Pacifists Who Hang Out with Terrorists
The Associated Press continues to carry water for the “anti-war” movement, with an article about the four members of Christian Peacemaker Teams kidnapped by the mujahideen in Iraq: Pacifist Group Experienced in War Zones.
CHICAGO - Four Christian peace activists taken hostage in Iraq belong to a group that has spent more than 15 years walking into some of world’s hottest war zones, usually armed only with notes explaining that they aren’t there to convert anyone. Such a declaration, written in Arabic, was likely what the Christian Peacemaker Teams activists were carrying when they were abducted in Iraq, spokeswoman Jessica Phillips said.
Blurry television footage broadcast Tuesday showed the frightened men, taken by a previously unknown group calling itself the Swords of Righteousness Brigade.

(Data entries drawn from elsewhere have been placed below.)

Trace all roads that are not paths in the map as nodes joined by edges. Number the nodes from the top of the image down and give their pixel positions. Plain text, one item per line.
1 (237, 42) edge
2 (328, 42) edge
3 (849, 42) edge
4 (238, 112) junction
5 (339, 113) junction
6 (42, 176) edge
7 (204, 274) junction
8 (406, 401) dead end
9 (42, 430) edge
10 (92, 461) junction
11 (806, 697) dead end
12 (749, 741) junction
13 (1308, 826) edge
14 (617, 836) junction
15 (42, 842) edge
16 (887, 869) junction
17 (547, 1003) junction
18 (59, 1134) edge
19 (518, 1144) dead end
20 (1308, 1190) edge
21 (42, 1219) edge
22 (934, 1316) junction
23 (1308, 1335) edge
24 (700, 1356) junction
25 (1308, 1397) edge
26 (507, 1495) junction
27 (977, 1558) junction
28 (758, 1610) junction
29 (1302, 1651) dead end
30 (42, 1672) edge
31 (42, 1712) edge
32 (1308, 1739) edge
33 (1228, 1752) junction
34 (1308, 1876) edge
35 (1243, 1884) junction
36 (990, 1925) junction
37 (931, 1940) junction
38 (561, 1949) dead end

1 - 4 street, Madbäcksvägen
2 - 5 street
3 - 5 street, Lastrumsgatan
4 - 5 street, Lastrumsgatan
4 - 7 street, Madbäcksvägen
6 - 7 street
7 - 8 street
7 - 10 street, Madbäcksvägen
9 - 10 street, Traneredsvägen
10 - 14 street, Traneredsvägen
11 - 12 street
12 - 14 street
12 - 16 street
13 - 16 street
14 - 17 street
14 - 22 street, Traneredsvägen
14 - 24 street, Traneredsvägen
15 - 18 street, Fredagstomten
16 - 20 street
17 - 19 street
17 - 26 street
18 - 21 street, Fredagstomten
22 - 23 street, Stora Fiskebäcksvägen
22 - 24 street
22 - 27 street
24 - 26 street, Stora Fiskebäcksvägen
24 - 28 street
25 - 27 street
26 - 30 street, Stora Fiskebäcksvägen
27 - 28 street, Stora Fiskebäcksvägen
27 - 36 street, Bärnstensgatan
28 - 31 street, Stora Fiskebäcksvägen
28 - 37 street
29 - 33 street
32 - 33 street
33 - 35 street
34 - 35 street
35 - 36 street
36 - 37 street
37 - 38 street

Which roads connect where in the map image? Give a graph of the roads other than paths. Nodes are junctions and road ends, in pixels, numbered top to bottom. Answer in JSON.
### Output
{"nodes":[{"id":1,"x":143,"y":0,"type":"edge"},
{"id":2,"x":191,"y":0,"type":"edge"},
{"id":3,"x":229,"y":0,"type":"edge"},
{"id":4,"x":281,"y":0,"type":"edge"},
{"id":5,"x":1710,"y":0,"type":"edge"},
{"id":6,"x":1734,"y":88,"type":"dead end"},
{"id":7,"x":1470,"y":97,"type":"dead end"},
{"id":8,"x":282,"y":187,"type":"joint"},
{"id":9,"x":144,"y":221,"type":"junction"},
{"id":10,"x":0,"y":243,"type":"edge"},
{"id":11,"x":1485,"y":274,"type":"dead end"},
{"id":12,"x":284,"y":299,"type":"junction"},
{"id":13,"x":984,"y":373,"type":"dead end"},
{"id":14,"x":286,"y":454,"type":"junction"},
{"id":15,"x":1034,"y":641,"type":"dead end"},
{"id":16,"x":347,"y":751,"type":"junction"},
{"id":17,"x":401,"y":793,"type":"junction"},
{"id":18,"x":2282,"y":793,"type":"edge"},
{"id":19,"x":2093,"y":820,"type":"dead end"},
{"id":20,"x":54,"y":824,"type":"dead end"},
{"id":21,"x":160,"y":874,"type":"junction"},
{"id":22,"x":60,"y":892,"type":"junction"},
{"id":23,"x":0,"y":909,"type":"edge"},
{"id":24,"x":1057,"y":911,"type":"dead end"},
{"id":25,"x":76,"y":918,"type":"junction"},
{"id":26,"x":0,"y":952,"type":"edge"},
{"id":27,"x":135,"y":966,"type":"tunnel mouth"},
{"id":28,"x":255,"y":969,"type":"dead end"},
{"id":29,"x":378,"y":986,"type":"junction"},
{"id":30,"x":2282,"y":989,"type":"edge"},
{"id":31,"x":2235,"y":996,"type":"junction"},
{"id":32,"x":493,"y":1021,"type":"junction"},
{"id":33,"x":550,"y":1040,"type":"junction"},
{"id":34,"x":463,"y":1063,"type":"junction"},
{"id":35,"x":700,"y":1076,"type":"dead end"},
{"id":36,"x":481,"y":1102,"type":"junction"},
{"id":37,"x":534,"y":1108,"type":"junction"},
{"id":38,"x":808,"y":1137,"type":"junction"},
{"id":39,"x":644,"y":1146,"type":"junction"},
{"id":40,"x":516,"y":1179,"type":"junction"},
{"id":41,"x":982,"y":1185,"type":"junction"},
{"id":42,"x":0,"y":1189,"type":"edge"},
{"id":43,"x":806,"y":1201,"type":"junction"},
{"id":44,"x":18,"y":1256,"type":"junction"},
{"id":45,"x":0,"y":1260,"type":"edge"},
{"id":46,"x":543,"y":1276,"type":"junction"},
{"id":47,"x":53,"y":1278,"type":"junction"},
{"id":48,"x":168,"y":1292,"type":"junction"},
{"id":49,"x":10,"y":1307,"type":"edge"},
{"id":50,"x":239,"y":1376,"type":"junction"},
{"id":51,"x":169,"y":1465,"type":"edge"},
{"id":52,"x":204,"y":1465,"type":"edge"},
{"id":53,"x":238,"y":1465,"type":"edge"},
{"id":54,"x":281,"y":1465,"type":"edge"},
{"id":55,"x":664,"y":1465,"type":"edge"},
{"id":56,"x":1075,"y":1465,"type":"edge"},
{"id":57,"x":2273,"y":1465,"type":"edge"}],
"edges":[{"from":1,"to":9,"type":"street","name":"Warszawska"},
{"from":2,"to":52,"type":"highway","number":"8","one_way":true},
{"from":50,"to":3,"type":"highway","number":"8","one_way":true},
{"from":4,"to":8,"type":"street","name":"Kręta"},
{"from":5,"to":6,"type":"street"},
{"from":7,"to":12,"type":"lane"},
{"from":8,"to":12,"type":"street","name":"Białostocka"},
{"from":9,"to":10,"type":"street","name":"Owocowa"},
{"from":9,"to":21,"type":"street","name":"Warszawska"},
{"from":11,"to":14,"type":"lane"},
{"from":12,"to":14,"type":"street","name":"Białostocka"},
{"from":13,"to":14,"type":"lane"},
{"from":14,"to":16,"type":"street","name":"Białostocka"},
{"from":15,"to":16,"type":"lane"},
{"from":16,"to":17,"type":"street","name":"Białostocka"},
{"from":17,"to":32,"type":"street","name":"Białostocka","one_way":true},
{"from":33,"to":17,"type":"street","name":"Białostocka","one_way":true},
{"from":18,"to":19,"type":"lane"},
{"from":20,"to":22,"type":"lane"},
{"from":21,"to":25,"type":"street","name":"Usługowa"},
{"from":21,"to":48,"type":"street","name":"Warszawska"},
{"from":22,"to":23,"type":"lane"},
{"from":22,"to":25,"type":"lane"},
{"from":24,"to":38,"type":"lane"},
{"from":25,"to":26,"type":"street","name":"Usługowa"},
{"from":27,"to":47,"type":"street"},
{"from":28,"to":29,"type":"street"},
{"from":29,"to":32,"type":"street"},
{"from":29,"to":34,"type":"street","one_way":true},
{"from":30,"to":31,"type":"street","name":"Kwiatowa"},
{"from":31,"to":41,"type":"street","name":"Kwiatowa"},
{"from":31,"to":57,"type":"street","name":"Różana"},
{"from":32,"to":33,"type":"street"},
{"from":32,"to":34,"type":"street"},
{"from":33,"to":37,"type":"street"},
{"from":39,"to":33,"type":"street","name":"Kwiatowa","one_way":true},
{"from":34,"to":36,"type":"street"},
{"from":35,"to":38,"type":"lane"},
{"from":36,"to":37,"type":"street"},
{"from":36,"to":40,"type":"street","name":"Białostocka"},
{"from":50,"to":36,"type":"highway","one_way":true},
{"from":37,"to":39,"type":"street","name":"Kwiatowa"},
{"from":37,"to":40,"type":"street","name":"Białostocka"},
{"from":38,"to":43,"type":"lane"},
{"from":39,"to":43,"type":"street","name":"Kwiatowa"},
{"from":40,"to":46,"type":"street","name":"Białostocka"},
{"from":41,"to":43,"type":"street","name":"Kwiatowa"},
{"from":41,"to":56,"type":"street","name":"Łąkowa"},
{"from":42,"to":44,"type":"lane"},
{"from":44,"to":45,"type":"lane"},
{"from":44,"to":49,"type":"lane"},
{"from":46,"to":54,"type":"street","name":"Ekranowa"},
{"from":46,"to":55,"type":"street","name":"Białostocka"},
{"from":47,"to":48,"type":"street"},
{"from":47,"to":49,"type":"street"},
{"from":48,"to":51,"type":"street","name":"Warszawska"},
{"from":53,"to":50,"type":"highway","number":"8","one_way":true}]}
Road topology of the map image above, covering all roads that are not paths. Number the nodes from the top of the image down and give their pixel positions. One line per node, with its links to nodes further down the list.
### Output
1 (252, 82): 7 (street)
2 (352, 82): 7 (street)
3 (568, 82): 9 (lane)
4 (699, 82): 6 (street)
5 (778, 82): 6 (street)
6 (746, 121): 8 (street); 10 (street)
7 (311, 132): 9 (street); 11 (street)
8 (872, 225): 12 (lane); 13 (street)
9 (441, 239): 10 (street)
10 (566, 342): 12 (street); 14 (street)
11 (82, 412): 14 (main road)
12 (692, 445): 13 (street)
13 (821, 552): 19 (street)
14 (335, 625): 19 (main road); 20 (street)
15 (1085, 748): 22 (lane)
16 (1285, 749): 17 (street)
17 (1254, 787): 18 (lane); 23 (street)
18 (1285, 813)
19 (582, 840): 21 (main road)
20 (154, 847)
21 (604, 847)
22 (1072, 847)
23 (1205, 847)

“Because of our stance on pacifism, we walk into situations quite vulnerable,” Phillips said. “In our training, we explain that what we do is high risk. You need to have a sober reality of that going in.”
The Chicago-based organization _ supported by several Protestant denominations that believe Christianity forbids all war-making and violence _ has sent activists into war zones, including Bosnia and Haiti, since the late 1980s. It has about 160 members around the world and about a dozen in Iraq.
The kidnapped men had been witnessing the conditions of civilians and detainees, intending to go home and speak to church and other groups to call for an end to the fighting, Phillips said.
Yes, they are experienced in making nuisances of themselves in war zones. But oddly enough, the AP doesn’t seem to want to mention one particular war zone; Christian Peacemaker Teams is one of the groups, along with the International Solidarity Movement, who openly support Palestinian terror gangs: CPT in Palestine. (Hat tip: Joshua Sharf.)
On 30 November 2005 the National and Islamic Forces in Hebron held a press conference to ask for the release of four CPTers being held by an Iraqi armed group. They released a joint statement expressing their “sorrow at the kidnapping of four of the peace advocates from the CPT in Iraq.”
The first speaker was Sheikh Najib Al Ja’abri, who hosted the press conference at the Ali Baka’a Mosque in the Haret e-Sheikh neighborhood of Hebron. He spoke of his warm sense of working together with CPTers over the years. The second speaker was Abdul ‘Alim Dana of the Popular Front for the Liberation of Palestine, followed by Fahmi Shahin, Coordinator of the National and Islamic Forces in Hebron, representing the Palestine People’s Party.